A digital image is a two-dimensional array of size M x N where M is the number of rows and N is the number of columns in the array.  A digital image is made up of a finite number of discrete picture elements called a pixel. The location of each pixel is given by coordinates (x, y) and the value of each pixel is given by intensity value f. Hence, the elements in a digital image can be represented by f(x, y). 

Spatial Resolution

The term spatial resolution corresponds to the total number of pixels in the given image. If the number of pixels is more, then the resolution of the image is more.

Down-sampling

In the down-sampling technique, the number of pixels in the given image is reduced depending on the sampling frequency. Due to this, the resolution and size of the image decrease.

Up-sampling

The number of pixels in the down-sampled image can be increased by using up-sampling interpolation techniques. The up-sampling technique increases the resolution as well as the size of the image.
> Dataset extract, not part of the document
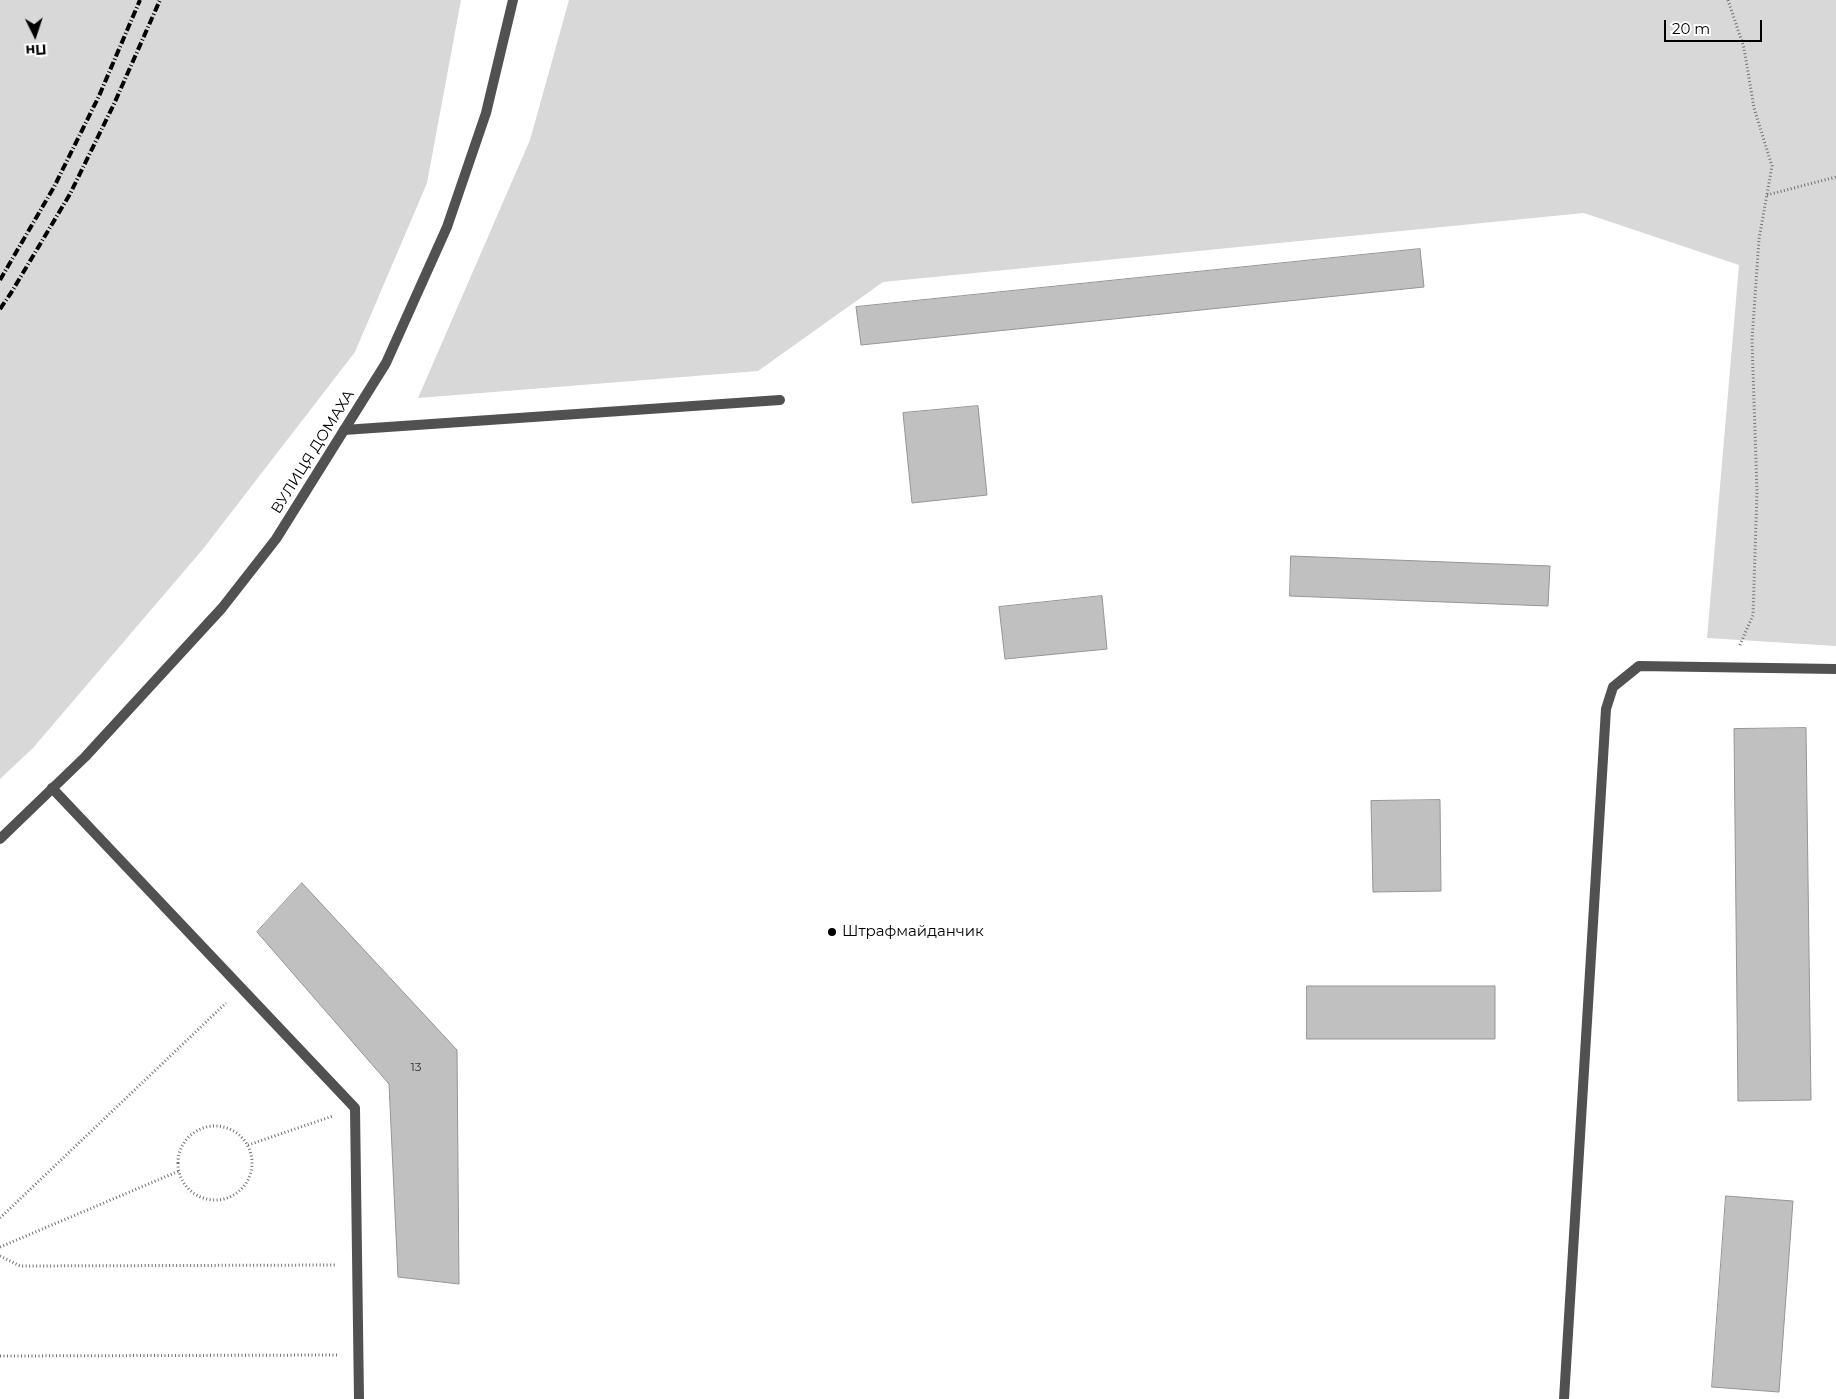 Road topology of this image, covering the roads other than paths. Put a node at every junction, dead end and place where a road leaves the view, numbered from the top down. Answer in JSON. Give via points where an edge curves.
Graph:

Some commonly used up-sampling techniques are

  • Nearest neighbor interpolation
  • Bilinear interpolation
  • Cubic interpolation

In this article, we have implemented upsampling using Nearest neighbor interpolation by replicating rows and columns. As the sampling rate increases, artifacts will be seen in the reconstructed image. 

However, by using bilinear interpolation or cubic interpolation, a better quality of the reconstructed image can be attained. Both Down sampling and Up Sampling can be illustrated in grayscale for better understandings because while reading images using OpenCV, some color values are manipulated, So we are going to convert the original input image into a black and white image.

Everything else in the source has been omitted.